**Data shown**

+ + + +

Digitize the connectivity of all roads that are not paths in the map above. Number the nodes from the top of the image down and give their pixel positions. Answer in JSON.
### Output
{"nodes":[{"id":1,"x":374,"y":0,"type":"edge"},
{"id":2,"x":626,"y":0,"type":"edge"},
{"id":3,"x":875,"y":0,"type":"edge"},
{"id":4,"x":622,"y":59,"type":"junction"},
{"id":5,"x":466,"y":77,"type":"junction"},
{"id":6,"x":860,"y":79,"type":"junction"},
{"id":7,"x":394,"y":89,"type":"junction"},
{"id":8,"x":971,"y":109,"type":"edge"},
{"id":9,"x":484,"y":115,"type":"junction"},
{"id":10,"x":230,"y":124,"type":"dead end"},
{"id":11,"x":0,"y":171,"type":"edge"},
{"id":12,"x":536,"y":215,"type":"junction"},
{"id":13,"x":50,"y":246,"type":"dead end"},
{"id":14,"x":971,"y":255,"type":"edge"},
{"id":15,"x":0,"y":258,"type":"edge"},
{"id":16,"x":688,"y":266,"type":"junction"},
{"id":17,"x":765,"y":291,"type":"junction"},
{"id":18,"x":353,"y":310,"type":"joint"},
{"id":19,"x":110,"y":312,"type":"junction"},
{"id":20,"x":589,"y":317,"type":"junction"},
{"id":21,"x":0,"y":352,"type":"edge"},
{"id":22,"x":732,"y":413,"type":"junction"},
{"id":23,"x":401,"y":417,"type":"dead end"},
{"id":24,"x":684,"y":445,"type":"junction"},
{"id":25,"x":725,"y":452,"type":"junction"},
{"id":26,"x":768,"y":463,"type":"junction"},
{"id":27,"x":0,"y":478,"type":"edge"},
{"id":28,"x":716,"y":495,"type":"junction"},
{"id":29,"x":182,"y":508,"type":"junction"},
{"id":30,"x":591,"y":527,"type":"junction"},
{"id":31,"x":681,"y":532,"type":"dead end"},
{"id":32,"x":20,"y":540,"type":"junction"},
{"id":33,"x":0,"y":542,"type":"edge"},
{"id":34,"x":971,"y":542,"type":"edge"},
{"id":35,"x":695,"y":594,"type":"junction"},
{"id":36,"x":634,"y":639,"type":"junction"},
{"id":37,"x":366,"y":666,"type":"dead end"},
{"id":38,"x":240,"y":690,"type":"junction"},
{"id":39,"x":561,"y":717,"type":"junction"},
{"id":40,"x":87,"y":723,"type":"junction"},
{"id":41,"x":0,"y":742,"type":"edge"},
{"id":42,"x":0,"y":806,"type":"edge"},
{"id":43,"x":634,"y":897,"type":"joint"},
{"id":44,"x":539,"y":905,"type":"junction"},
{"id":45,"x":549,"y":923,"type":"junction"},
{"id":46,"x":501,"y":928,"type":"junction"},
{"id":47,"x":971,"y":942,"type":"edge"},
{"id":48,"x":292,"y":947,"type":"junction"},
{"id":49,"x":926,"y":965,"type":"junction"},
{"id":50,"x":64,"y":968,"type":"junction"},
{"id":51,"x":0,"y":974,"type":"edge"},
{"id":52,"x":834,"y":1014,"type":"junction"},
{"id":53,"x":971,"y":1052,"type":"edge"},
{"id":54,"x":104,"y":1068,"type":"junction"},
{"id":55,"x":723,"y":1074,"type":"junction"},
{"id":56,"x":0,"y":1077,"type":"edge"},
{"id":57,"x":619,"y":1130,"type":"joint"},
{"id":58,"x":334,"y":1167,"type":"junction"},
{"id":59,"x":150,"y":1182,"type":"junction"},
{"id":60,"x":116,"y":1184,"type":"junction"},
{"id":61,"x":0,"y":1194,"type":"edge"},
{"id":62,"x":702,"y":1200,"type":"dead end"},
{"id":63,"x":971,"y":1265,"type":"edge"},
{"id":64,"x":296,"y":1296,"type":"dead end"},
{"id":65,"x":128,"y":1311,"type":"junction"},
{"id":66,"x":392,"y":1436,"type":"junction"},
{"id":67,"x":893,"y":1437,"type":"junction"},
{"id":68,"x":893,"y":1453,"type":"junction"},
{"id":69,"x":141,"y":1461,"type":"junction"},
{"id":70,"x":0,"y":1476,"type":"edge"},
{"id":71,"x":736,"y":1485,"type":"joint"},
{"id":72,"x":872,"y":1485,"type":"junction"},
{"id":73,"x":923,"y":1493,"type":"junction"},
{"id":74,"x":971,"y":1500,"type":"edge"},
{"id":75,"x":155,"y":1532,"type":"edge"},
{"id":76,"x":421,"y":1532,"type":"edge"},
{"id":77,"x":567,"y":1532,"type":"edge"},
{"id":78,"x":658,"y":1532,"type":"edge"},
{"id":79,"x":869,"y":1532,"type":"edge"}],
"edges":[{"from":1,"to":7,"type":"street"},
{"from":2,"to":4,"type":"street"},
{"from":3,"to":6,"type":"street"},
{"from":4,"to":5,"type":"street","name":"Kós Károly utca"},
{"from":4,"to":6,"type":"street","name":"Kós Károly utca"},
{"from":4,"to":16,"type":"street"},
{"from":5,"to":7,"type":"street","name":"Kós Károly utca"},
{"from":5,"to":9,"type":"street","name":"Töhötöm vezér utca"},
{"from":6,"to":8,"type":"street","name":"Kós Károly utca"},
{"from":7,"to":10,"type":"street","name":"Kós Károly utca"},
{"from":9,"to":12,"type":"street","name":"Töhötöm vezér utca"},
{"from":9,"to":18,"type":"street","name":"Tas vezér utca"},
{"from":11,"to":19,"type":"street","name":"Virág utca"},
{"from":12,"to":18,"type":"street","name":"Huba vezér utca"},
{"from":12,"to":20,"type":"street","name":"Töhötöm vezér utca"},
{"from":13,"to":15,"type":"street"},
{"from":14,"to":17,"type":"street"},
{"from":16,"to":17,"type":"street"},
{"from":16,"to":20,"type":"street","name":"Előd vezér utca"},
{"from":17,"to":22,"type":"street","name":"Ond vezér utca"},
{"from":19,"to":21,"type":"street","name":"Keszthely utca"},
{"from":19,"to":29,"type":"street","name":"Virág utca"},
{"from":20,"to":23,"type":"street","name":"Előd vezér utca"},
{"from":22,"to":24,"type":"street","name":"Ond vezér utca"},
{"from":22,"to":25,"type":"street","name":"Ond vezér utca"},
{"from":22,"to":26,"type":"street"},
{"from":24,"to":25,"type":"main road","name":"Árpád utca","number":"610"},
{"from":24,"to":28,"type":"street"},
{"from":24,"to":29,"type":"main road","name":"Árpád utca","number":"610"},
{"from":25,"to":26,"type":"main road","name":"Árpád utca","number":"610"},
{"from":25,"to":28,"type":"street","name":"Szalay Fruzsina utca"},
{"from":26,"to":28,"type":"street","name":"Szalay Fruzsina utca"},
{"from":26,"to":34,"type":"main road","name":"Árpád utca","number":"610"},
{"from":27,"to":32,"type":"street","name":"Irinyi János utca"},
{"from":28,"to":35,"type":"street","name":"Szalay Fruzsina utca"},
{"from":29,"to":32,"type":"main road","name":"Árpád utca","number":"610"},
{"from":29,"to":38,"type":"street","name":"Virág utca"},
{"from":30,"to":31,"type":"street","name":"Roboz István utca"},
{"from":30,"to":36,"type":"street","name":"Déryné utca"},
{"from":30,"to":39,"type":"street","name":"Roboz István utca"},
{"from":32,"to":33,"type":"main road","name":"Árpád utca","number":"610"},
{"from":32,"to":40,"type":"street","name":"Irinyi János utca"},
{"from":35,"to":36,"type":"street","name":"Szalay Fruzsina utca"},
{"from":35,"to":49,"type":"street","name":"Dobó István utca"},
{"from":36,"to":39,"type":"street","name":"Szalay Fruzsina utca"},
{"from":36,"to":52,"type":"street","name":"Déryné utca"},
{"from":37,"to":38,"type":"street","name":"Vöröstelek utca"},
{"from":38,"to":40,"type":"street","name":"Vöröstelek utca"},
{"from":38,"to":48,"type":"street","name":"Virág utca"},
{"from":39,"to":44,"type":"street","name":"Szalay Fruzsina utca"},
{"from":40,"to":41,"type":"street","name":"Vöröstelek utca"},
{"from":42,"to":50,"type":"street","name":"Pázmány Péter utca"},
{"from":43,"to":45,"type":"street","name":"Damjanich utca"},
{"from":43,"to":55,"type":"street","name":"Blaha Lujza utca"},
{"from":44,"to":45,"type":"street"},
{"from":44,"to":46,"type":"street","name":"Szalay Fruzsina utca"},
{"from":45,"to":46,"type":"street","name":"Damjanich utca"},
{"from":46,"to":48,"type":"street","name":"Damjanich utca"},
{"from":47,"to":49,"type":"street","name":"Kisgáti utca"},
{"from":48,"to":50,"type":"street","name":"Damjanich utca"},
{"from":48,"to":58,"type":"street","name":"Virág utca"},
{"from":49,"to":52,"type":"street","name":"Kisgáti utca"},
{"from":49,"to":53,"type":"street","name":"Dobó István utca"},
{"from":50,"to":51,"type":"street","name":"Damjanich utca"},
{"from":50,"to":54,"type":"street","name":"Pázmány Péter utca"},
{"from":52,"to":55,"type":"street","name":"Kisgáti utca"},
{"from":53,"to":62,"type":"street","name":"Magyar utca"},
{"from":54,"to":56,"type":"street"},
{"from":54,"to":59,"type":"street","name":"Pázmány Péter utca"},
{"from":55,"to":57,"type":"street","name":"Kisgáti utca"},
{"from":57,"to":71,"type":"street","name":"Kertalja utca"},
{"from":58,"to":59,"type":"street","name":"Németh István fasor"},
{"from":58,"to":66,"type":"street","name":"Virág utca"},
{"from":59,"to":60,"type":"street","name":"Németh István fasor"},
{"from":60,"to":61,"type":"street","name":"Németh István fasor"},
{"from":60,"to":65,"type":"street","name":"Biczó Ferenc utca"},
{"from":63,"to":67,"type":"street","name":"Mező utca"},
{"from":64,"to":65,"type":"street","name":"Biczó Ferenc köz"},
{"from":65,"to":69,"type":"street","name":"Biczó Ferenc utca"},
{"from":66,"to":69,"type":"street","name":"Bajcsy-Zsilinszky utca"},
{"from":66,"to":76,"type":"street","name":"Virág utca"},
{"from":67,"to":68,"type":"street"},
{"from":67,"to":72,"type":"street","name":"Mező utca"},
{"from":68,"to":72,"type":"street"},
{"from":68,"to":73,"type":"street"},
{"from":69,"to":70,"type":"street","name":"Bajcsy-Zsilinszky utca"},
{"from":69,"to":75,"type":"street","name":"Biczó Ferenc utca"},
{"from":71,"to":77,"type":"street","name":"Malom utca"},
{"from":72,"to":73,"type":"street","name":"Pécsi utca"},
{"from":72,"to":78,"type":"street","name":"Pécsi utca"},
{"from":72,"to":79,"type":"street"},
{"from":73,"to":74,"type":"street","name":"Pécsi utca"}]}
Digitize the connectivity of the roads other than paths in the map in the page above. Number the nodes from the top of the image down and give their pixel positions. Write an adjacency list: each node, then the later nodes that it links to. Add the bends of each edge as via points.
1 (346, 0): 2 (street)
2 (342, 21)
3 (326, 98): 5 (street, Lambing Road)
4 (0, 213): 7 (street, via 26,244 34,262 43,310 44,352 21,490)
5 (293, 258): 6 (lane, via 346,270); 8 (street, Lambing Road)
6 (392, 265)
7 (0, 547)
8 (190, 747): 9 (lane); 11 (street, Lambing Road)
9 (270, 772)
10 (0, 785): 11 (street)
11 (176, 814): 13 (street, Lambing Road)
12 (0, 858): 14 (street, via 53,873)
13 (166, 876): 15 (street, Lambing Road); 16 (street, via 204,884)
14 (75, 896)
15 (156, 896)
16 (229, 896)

+ + + +

**Problem to work on**
From the line containing "Digitize the connectivity of the" through the last line of the records, output each line exactly and nothing more.

**Result**
Digitize the connectivity of the roads other than paths in the map in the page above. Number the nodes from the top of the image down and give their pixel positions. Write an adjacency list: each node, then the later nodes that it links to. Add the bends of each edge as via points.
1 (346, 0): 2 (street)
2 (342, 21)
3 (326, 98): 5 (street, Lambing Road)
4 (0, 213): 7 (street, via 26,244 34,262 43,310 44,352 21,490)
5 (293, 258): 6 (lane, via 346,270); 8 (street, Lambing Road)
6 (392, 265)
7 (0, 547)
8 (190, 747): 9 (lane); 11 (street, Lambing Road)
9 (270, 772)
10 (0, 785): 11 (street)
11 (176, 814): 13 (street, Lambing Road)
12 (0, 858): 14 (street, via 53,873)
13 (166, 876): 15 (street, Lambing Road); 16 (street, via 204,884)
14 (75, 896)
15 (156, 896)
16 (229, 896)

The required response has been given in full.